**SUPPLIED INFORMATION**.
↓↓↓

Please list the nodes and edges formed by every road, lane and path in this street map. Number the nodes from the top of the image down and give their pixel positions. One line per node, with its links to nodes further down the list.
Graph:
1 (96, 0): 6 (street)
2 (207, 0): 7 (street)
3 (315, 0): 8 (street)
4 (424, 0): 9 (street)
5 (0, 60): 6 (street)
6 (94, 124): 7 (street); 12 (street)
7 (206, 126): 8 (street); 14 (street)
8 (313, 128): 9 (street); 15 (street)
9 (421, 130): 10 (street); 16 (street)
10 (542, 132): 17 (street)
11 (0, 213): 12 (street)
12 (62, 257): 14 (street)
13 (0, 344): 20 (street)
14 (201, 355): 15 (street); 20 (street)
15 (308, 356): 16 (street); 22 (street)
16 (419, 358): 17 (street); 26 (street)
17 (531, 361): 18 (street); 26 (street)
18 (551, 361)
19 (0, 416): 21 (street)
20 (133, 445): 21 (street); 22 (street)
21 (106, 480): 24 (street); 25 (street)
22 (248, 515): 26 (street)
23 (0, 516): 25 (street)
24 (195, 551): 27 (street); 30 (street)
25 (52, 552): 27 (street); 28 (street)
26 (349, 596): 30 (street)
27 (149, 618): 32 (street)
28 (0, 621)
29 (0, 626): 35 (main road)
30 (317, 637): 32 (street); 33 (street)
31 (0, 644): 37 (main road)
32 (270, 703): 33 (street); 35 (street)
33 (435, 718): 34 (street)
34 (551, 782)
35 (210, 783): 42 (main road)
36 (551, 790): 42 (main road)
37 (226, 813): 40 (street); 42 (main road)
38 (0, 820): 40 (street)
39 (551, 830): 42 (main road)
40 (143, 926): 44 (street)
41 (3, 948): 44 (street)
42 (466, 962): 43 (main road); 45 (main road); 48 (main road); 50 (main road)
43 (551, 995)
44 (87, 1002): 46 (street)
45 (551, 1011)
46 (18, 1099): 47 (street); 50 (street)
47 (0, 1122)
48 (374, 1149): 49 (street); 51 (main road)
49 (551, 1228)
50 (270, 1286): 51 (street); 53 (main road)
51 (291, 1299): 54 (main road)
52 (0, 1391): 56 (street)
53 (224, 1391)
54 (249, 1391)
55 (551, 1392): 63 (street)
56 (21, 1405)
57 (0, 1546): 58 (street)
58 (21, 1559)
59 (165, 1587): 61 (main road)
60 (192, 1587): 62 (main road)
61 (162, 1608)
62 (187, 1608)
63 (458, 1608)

↑↑↑

**YOUR INSTRUCTIONS**. State the number of lines above that contain "main". Write nothing besides it.

**OUTPUT OF THE TASK**. 12